Sommet important sur l’équité fiscale et la coopération en octobre
Inscrivez les dates sur votre calendrier! L’évènement TAXCOOP 2020 : Sommet mondial de fiscalité, centré sur la distribution des richesses et la coopération fiscale, sera tenu à Montréal du 13 au 15 octobre. Comme tout se déroulera en ligne, l’inscription est gratuite pour tous.
Ce sommet virtuel mettra en vedette une gamme de sujets liés aux impôts, comme la réforme fiscale environnementale, les femmes et l’imposition et l’imposition de l’économie numérique. Plus de 100 conférenciers invités y prendront part, y compris des politiciens de renom, des professeurs d’université, des chefs de direction, des chercheurs et des activistes.
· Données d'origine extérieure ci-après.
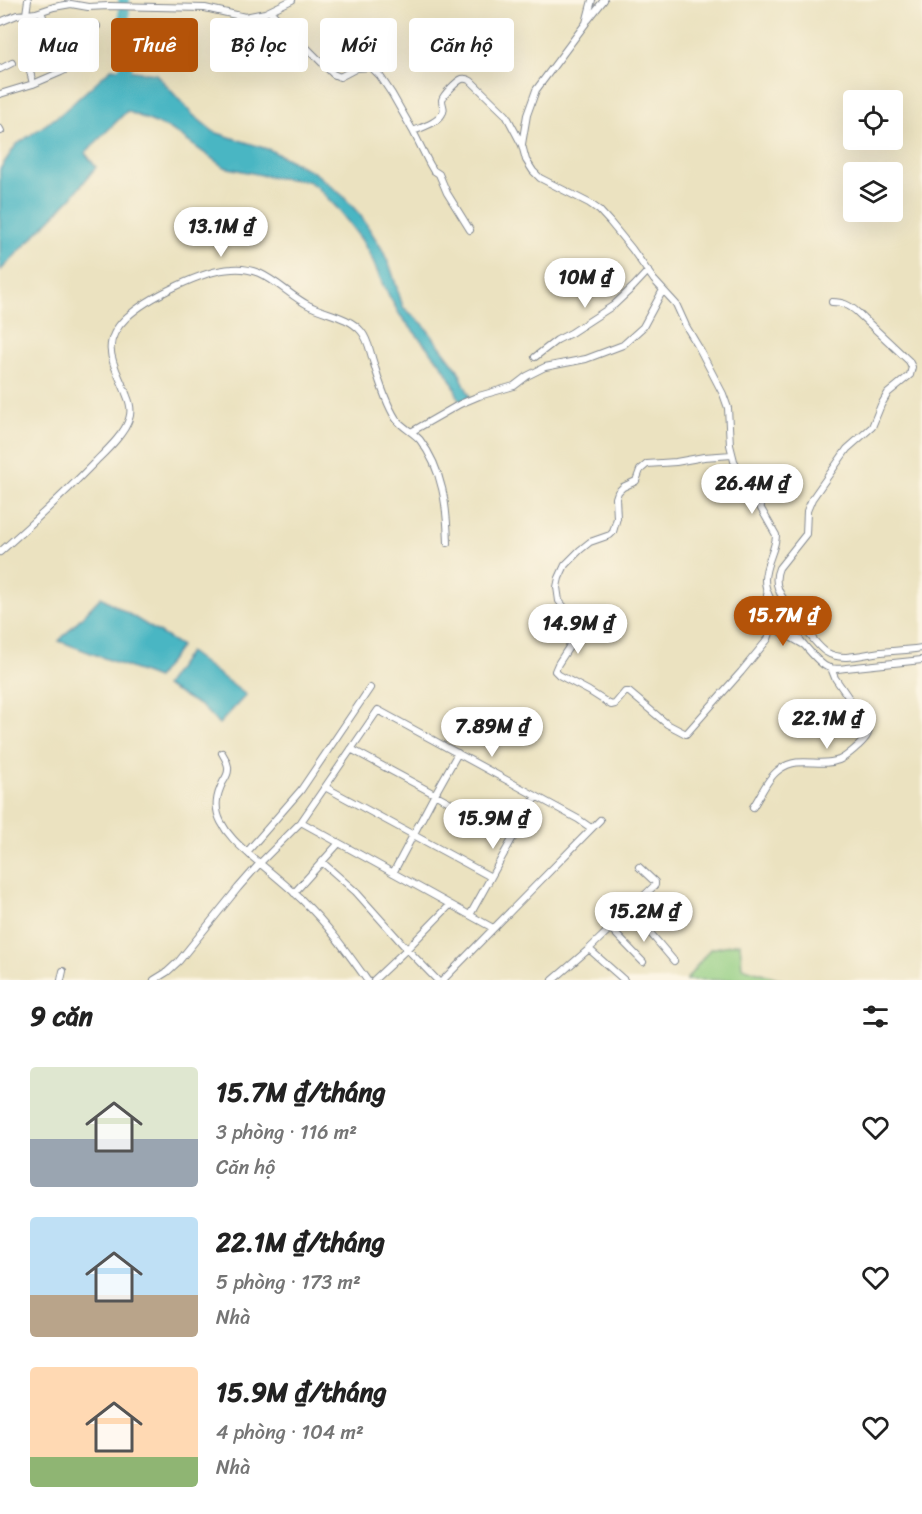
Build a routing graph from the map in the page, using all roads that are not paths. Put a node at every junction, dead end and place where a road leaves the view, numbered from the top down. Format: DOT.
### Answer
graph roads {
  1 [pos="28,0"];
  2 [pos="292,0"];
  3 [pos="592,0"];
  4 [pos="604,0"];
  5 [pos="71,2"];
  6 [pos="270,11"];
  7 [pos="41,12"];
  8 [pos="26,14"];
  9 [pos="44,18"];
  10 [pos="0,22"];
  11 [pos="586,23"];
  12 [pos="12,63"];
  13 [pos="0,69"];
  14 [pos="30,72"];
  15 [pos="62,72"];
  16 [pos="33,84"];
  17 [pos="0,94"];
  18 [pos="413,131"];
  19 [pos="522,145"];
  20 [pos="470,230"];
  21 [pos="648,271"];
  22 [pos="663,290"];
  23 [pos="832,302"];
  24 [pos="535,357"];
  25 [pos="411,432"];
  26 [pos="732,455"];
  27 [pos="448,543"];
  28 [pos="0,552"];
  29 [pos="778,557"];
  30 [pos="767,592"];
  31 [pos="771,626"];
  32 [pos="805,645"];
  33 [pos="922,648"];
  34 [pos="922,660"];
  35 [pos="831,668"];
  36 [pos="370,688"];
  37 [pos="351,749"];
  38 [pos="222,753"];
  39 [pos="458,753"];
  40 [pos="325,787"];
  41 [pos="435,794"];
  42 [pos="536,796"];
  43 [pos="753,807"];
  44 [pos="600,820"];
  45 [pos="301,822"];
  46 [pos="591,828"];
  47 [pos="413,835"];
  48 [pos="514,837"];
  49 [pos="339,843"];
  50 [pos="247,852"];
  51 [pos="322,862"];
  52 [pos="260,863"];
  53 [pos="639,867"];
  54 [pos="393,873"];
  55 [pos="491,877"];
  56 [pos="294,893"];
  57 [pos="450,904"];
  58 [pos="630,909"];
  59 [pos="470,915"];
  60 [pos="493,928"];
  61 [pos="610,928"];
  62 [pos="407,949"];
  63 [pos="589,949"];
  64 [pos="674,961"];
  65 [pos="643,962"];
  66 [pos="63,971"];
  67 [pos="559,979"];
  68 [pos="61,980"];
  69 [pos="154,980"];
  70 [pos="367,980"];
  71 [pos="374,980"];
  72 [pos="437,980"];
  73 [pos="442,980"];
  74 [pos="624,980"];
  1 -- 8 [label="street"];
  2 -- 6 [label="street"];
  3 -- 11 [label="street"];
  4 -- 11 [label="street"];
  5 -- 6 [label="street"];
  5 -- 7 [label="street"];
  6 -- 18 [label="street"];
  7 -- 8 [label="street"];
  7 -- 9 [label="street"];
  8 -- 10 [label="street"];
  11 -- 19 [label="street"];
  12 -- 13 [label="street"];
  14 -- 16 [label="street"];
  15 -- 16 [label="street"];
  16 -- 17 [label="street"];
  18 -- 19 [label="street"];
  18 -- 20 [label="street"];
  19 -- 21 [label="street"];
  21 -- 22 [label="street"];
  21 -- 24 [label="street"];
  22 -- 25 [label="street"];
  22 -- 26 [label="street"];
  23 -- 29 [label="street"];
  25 -- 27 [label="street"];
  25 -- 28 [label="street"];
  26 -- 29 [label="street"];
  26 -- 31 [label="street"];
  29 -- 30 [label="street"];
  29 -- 33 [label="street"];
  30 -- 31 [label="street"];
  30 -- 32 [label="street"];
  31 -- 32 [label="street"];
  32 -- 35 [label="street"];
  34 -- 35 [label="street"];
  35 -- 43 [label="street"];
  36 -- 50 [label="street"];
  37 -- 39 [label="street"];
  37 -- 40 [label="street"];
  37 -- 41 [label="street"];
  38 -- 50 [label="street"];
  39 -- 41 [label="street"];
  39 -- 42 [label="street"];
  40 -- 45 [label="street"];
  40 -- 47 [label="street"];
  41 -- 47 [label="street"];
  41 -- 48 [label="street"];
  42 -- 46 [label="street"];
  42 -- 48 [label="street"];
  44 -- 46 [label="street"];
  45 -- 49 [label="street"];
  45 -- 52 [label="street"];
  46 -- 60 [label="street"];
  47 -- 54 [label="street"];
  47 -- 55 [label="street"];
  48 -- 55 [label="street"];
  49 -- 51 [label="street"];
  49 -- 54 [label="street"];
  50 -- 52 [label="street"];
  51 -- 56 [label="street"];
  51 -- 62 [label="street"];
  52 -- 56 [label="street"];
  52 -- 69 [label="street"];
  53 -- 58 [label="street"];
  54 -- 57 [label="street"];
  55 -- 59 [label="street"];
  56 -- 70 [label="street"];
  57 -- 59 [label="street"];
  57 -- 62 [label="street"];
  58 -- 61 [label="street"];
  58 -- 64 [label="street"];
  59 -- 60 [label="street"];
  60 -- 73 [label="street"];
  61 -- 63 [label="street"];
  61 -- 65 [label="street"];
  62 -- 71 [label="street"];
  62 -- 72 [label="street"];
  63 -- 67 [label="street"];
  63 -- 74 [label="street"];
  66 -- 68 [label="street"];
}
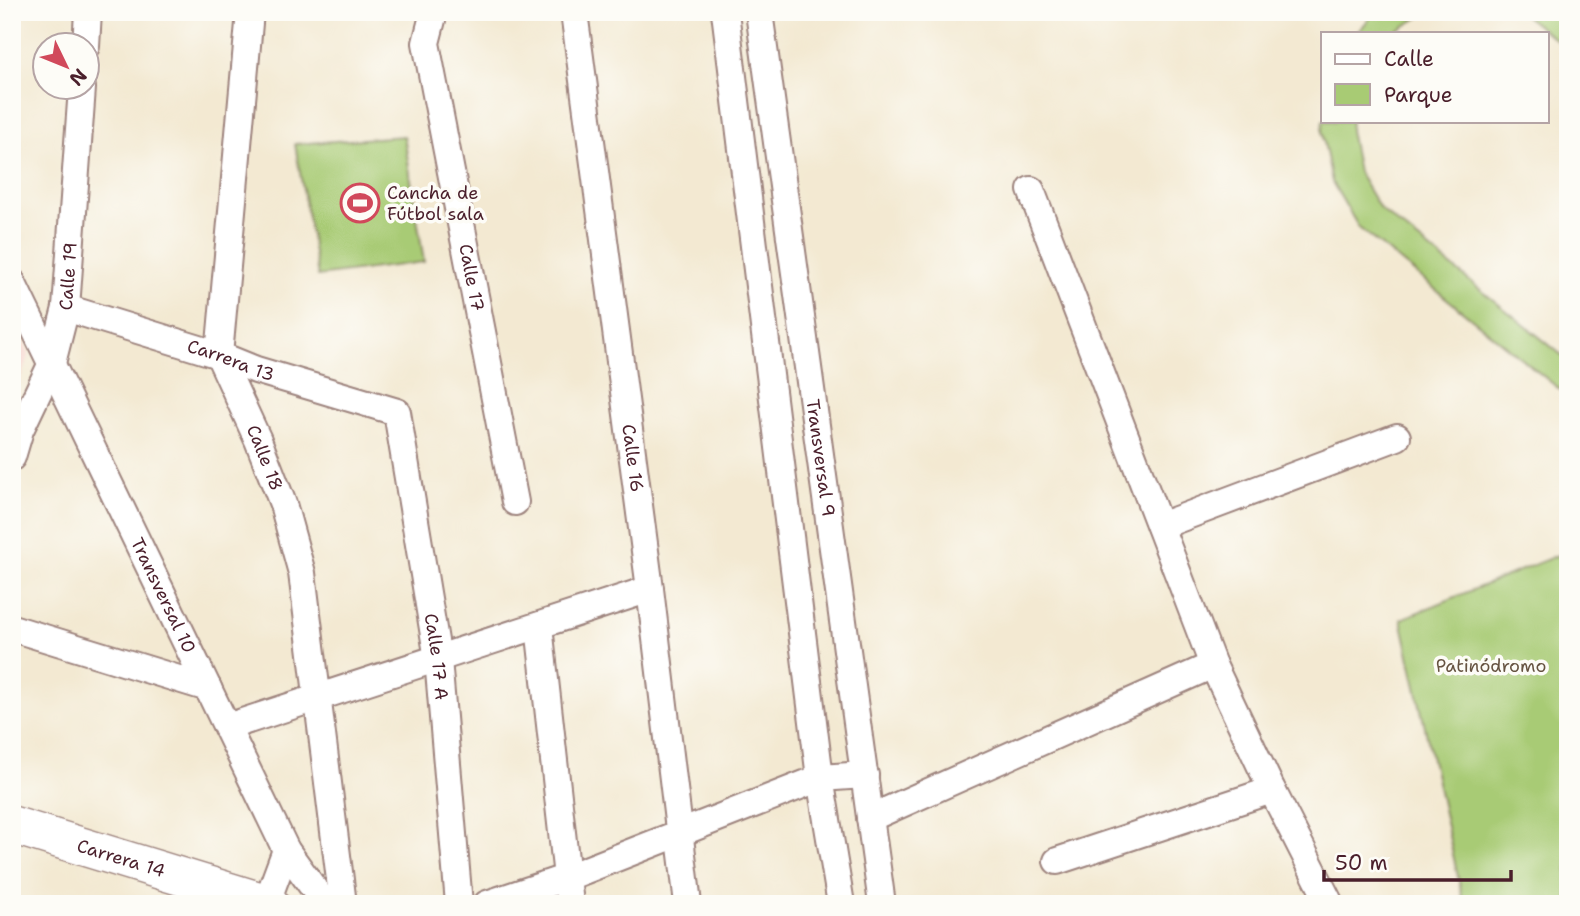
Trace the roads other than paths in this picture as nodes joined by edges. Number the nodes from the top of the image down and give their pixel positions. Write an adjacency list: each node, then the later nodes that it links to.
1 (88, 12): 7 (street)
2 (250, 12): 12 (street, Calle 18)
3 (434, 12): 18 (street, Calle 17)
4 (574, 12): 20 (street, Calle 16)
5 (724, 12): 29 (street)
6 (753, 14): 28 (street, Transversal 9)
7 (87, 32)
8 (81, 102): 11 (street, Calle 19)
9 (1031, 190): 19 (street)
10 (12, 282): 13 (street, Transversal 10)
11 (66, 308): 12 (street, Carrera 13); 13 (street, Calle 19)
12 (219, 355): 14 (street, Carrera 13); 26 (street, Calle 18)
13 (51, 363): 15 (street, Calle 19); 25 (street, Transversal 10)
14 (397, 412): 23 (street, Calle 17 A)
15 (16, 429): 17 (street, Calle 19)
16 (1397, 437): 19 (street)
17 (12, 457)
18 (515, 502)
19 (1160, 526): 24 (street)
20 (650, 589): 21 (street); 33 (street, Calle 16)
21 (539, 626): 23 (street); 36 (street)
22 (12, 628): 25 (street)
23 (438, 659): 26 (street); 40 (street, Calle 17 A)
24 (1213, 665): 30 (street); 31 (street)
25 (208, 688): 27 (street, Transversal 10)
26 (316, 698): 27 (street); 39 (street, Calle 18)
27 (227, 727): 34 (street, Transversal 10)
28 (865, 775): 29 (street); 31 (street, Transversal 9)
29 (820, 778): 33 (street); 44 (street)
30 (1272, 790): 35 (street); 46 (street)
31 (870, 818): 45 (street, Transversal 9)
32 (12, 825): 37 (street, Carrera 14)
33 (680, 834): 36 (street); 43 (street, Calle 16)
34 (286, 850): 37 (street); 38 (street, Transversal 10)
35 (1057, 861)
36 (568, 877): 41 (street); 42 (street)
37 (267, 903)
38 (325, 904)
39 (343, 904)
40 (459, 904)
41 (487, 904)
42 (570, 904)
43 (688, 904)
44 (841, 904)
45 (881, 904)
46 (1330, 904)

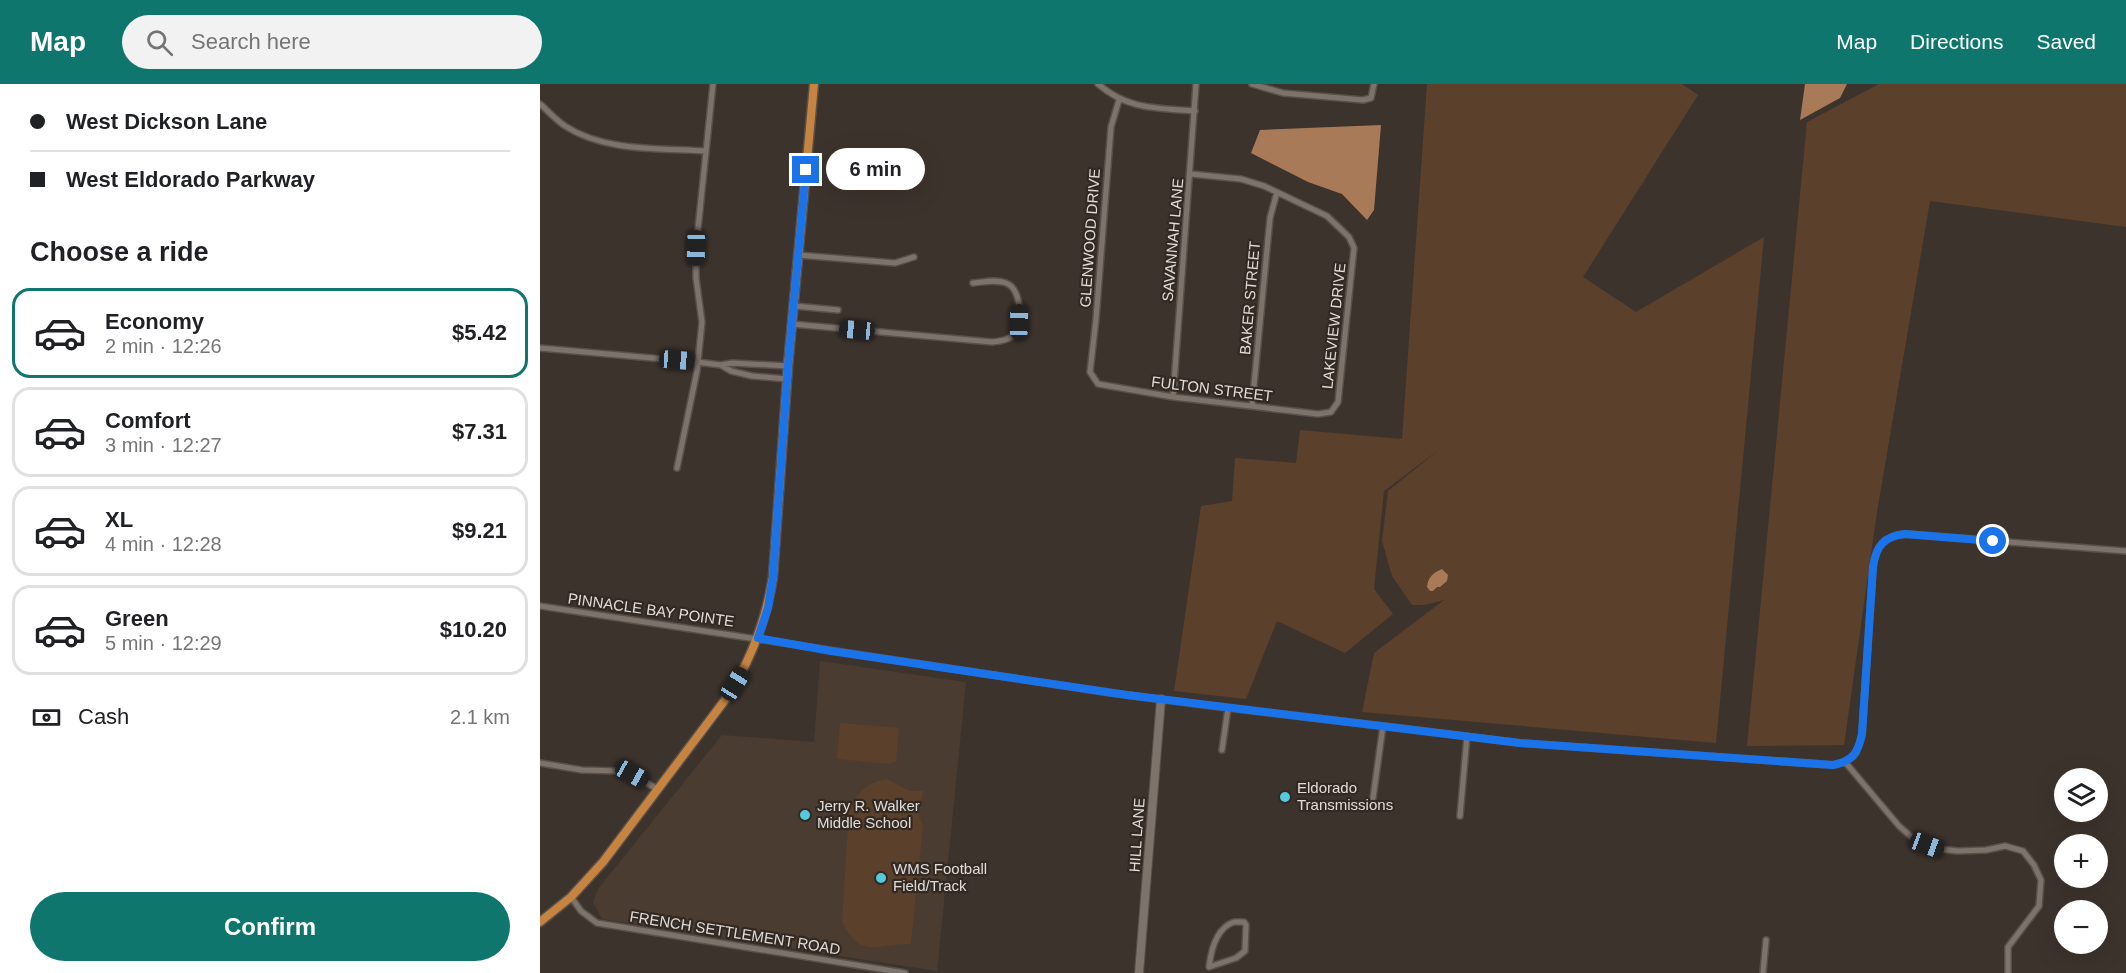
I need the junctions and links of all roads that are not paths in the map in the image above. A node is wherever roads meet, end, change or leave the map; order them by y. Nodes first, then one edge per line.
1 (712, 84) edge
2 (813, 84) edge
3 (1098, 84) edge
4 (1196, 84) edge
5 (1252, 84) edge
6 (1284, 84) edge
7 (1374, 84) edge
8 (1283, 93) junction
9 (1119, 100) junction
10 (540, 104) edge
11 (1195, 111) junction
12 (706, 151) junction
13 (1191, 174) junction
14 (1277, 192) junction
15 (798, 255) junction
16 (914, 256) dead end
17 (973, 283) dead end
18 (794, 306) junction
19 (838, 310) dead end
20 (792, 324) junction
21 (540, 348) edge
22 (698, 362) junction
23 (721, 366) junction
24 (788, 366) junction
25 (1092, 378) joint
26 (787, 379) junction
27 (1173, 397) junction
28 (1252, 406) junction
29 (1331, 412) joint
30 (677, 468) dead end
31 (2126, 551) edge
32 (540, 606) edge
33 (758, 638) junction
34 (1161, 699) junction
35 (1228, 708) junction
36 (1383, 726) junction
37 (1467, 736) junction
38 (1222, 750) dead end
39 (1845, 762) junction
40 (540, 763) edge
41 (657, 789) junction
42 (1373, 798) dead end
43 (1460, 816) dead end
44 (571, 897) junction
45 (540, 922) edge
46 (1766, 940) dead end
47 (1209, 967) junction
48 (905, 973) edge
49 (1139, 973) edge
50 (1204, 973) edge
51 (1763, 973) edge
52 (2008, 973) edge

1 - 12 street
2 - 15 main road
3 - 9 street
4 - 11 street, SAVANNAH LANE
5 - 8 street
6 - 8 street
7 - 8 street
9 - 11 street
9 - 25 street, GLENWOOD DRIVE
10 - 12 street
11 - 13 street, SAVANNAH LANE
12 - 22 street
13 - 14 street, LAKEVIEW DRIVE
13 - 27 street, SAVANNAH LANE
14 - 28 street, BAKER STREET
14 - 29 street, LAKEVIEW DRIVE
15 - 16 street
15 - 18 main road
17 - 20 street
18 - 19 street
18 - 20 main road
20 - 24 main road
21 - 22 street
22 - 23 street
22 - 30 street
23 - 24 street
23 - 26 street
24 - 26 main road
25 - 27 street, FULTON STREET
26 - 33 main road
27 - 28 street, FULTON STREET
28 - 29 street, FULTON STREET
31 - 39 street
32 - 33 street, PINNACLE BAY POINTE
33 - 34 street, PINNACLE BAY POINTE
33 - 41 main road
34 - 35 street, PINNACLE BAY POINTE
34 - 49 street, HILL LANE
35 - 36 street, PINNACLE BAY POINTE
35 - 38 street
36 - 37 street, PINNACLE BAY POINTE
36 - 42 street
37 - 39 street, PINNACLE BAY POINTE
37 - 43 street
39 - 52 street
40 - 41 street
41 - 44 main road
44 - 45 main road
44 - 48 street, FRENCH SETTLEMENT ROAD
46 - 51 street
47 - 47 street
47 - 50 street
Toby Sanger, directeur, Canadiens pour une fiscalité équitable, prendra la parole dans le cadre d’un panel au sujet de la justice fiscale et de l’écart de richesse, en compagnie de représentants d’Échec aux paradis fiscaux et du Tax Justice Network.
Il s’agit de la sixième conférence de TAXCOOP — ces conférences ont été lancées et organisées par les expertes en fiscalité canadienne Brigitte Alepin, Lyn Latulippe et Louise Otis — et étant donné qu’elle se déroule virtuellement et qu’elle est gratuite, elle n’a jamais été aussi accessible.